* DIRECTIONS FOR THIS TASK *
Go through the data and report each line that holds the string "dead".

· · · ·

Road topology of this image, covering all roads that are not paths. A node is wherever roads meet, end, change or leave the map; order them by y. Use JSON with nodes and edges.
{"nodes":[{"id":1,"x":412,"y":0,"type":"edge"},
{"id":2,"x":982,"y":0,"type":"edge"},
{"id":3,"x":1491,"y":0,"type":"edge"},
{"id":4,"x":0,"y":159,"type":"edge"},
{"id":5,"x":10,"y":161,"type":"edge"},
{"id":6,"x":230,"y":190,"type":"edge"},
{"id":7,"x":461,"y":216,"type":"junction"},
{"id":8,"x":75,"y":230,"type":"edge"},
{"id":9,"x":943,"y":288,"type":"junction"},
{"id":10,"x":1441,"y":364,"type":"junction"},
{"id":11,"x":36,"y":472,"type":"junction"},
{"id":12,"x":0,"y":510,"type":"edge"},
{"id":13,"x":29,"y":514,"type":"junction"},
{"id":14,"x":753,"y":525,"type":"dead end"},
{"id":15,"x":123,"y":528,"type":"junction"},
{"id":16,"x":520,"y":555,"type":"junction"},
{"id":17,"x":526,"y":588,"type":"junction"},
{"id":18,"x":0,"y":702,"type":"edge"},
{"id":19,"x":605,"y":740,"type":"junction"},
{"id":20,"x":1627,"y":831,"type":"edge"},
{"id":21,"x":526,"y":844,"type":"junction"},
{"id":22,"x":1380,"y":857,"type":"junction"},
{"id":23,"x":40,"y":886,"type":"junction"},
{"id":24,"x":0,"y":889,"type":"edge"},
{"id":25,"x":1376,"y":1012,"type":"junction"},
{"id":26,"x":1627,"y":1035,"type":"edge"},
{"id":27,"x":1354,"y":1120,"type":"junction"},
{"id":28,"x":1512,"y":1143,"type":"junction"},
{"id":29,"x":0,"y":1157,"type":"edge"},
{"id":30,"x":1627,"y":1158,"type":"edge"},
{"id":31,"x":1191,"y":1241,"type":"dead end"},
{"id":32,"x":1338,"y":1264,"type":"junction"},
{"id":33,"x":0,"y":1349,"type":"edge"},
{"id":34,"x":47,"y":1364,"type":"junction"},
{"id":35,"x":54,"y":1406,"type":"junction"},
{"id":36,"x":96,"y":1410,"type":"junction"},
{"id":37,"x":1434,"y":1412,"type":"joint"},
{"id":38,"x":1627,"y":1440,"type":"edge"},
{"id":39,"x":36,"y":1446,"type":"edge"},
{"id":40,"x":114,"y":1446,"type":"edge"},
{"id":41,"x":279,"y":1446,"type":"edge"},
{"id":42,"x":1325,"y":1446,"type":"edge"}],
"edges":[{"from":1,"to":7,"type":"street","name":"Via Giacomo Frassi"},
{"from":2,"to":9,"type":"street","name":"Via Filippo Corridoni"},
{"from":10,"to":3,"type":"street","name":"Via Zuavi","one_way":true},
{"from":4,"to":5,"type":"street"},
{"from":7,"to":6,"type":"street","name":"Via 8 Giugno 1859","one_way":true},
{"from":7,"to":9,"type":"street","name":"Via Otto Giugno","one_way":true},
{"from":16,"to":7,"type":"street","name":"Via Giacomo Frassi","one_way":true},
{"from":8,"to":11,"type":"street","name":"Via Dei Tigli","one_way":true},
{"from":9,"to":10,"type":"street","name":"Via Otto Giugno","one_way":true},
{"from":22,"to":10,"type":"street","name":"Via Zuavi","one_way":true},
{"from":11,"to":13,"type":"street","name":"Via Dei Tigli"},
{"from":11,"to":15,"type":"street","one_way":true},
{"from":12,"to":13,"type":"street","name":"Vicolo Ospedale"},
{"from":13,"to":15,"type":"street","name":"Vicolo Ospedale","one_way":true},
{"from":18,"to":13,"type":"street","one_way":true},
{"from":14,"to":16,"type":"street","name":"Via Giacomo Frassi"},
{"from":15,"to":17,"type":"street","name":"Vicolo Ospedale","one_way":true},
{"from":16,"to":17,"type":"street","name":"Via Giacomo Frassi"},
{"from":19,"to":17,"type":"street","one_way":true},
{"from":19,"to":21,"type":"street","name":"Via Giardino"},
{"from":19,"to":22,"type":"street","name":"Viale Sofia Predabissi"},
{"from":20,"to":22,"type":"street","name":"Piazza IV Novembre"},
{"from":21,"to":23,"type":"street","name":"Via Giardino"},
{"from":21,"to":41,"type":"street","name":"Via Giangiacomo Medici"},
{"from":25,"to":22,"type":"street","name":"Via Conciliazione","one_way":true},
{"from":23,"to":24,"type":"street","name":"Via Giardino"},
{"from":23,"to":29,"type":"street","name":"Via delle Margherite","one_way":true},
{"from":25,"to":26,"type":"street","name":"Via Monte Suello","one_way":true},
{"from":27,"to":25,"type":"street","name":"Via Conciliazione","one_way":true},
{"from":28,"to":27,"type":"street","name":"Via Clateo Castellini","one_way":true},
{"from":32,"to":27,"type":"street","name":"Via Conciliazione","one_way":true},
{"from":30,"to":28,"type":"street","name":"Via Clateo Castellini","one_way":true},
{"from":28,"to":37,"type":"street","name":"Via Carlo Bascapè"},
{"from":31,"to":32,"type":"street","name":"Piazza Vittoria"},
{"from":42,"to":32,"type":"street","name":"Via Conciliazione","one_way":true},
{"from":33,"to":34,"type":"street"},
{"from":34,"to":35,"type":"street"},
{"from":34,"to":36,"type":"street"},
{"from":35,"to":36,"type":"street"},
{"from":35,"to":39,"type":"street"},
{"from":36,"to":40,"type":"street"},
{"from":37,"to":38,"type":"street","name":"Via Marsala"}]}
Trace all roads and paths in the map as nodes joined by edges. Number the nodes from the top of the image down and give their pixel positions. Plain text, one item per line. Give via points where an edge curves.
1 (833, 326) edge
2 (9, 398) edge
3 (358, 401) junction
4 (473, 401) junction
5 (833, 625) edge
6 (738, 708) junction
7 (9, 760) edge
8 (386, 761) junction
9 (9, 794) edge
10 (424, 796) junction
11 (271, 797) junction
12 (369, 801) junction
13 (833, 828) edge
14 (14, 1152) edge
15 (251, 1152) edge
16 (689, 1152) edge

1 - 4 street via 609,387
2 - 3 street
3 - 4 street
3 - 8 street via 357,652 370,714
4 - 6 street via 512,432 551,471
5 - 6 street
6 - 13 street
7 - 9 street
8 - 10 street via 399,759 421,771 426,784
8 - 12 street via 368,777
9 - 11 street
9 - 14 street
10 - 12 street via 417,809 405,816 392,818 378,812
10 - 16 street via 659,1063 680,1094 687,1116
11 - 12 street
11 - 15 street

· · · ·

* THE ANSWER *
{"id":14,"x":753,"y":525,"type":"dead end"},
{"id":31,"x":1191,"y":1241,"type":"dead end"},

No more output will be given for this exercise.